Peak oilers right about Saudi Arabian production

Kjell Aleklett of Uppsala University had to politely endure a calculated put-down from Dr Fatih Birol, chief economist of the International Energy Agency when Aleklett dared to question the IEA’s compulsively gung ho projections for oil production during a presentation in Stockholm this week.

This weekend, Aleklett is presenting his analysis of the IEA’s World Energy Outlook 2012 at the annual conference of the Association for the Study of Peak Oil and Gas, in Texas.

There’s a lot of good stuff in the article linked above but the following quote just nicely puts the IEA’s position over the years into context:

Eight years ago, when I began to criticise the WEO projections, WEO-2004 predicted oil production in Saudi Arabia of 22.5 Mb/d in 2025. Now WEO-2012 paints a completely different picture. In 2011 Saudi oil production was 11.1 Mb/d and the IEA now predicts this will decline to 10.6 Mb/d by 2020 before growing to 10.8 Mb/d in 2025! Then production will continue to grow to reach 12.3 Mb/d by 2035. In the criticism that I advanced in 2004 I said that 22.5 Mb/d for Saudi Arabia in 2025 was completely unrealistic. The IEA’s current prediction of 10.8 Mb/d in 2025 shows that I was correct.

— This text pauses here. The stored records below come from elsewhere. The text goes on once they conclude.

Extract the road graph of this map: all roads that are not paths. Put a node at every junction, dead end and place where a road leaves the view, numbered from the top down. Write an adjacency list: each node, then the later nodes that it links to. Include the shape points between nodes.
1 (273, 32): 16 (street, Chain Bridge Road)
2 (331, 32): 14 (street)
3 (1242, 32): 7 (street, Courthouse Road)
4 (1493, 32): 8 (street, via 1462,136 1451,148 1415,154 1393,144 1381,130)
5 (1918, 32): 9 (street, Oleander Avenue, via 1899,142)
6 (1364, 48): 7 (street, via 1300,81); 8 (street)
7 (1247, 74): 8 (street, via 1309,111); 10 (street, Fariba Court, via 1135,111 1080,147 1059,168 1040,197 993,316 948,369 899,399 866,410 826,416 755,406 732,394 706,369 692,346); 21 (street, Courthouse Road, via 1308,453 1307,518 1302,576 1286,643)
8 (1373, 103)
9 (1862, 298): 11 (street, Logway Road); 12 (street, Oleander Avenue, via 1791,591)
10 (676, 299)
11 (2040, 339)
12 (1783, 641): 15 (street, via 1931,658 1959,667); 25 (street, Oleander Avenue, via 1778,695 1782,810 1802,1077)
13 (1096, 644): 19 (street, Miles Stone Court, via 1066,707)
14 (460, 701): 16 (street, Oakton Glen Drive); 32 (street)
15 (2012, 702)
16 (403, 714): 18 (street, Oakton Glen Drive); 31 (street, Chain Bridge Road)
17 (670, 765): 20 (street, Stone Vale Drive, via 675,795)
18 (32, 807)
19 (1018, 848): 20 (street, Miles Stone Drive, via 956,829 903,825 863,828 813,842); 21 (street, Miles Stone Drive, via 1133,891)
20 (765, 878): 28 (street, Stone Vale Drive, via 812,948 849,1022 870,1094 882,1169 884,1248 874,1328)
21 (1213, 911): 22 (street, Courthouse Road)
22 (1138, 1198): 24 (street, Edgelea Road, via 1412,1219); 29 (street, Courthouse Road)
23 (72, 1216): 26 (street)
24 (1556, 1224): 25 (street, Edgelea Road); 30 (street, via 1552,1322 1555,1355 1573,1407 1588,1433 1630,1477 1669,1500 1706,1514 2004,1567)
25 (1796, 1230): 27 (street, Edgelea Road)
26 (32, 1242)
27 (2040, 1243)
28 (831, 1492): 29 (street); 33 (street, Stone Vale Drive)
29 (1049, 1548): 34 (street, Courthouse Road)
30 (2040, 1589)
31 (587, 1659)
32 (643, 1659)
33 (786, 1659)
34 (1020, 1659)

They’ve halved their projection for Saudi output in just eight years but still they tell us that everything will be just hunky dory for at least the next 25. Yeah right.

We won’t run out of oil in my lifetime or my kids’. But we’re already running short of the flow rates we need to keep our economy from stagnating.

And that’s a situation that no amount of friendly bluffing from the good Dr Birol can disguise for much longer.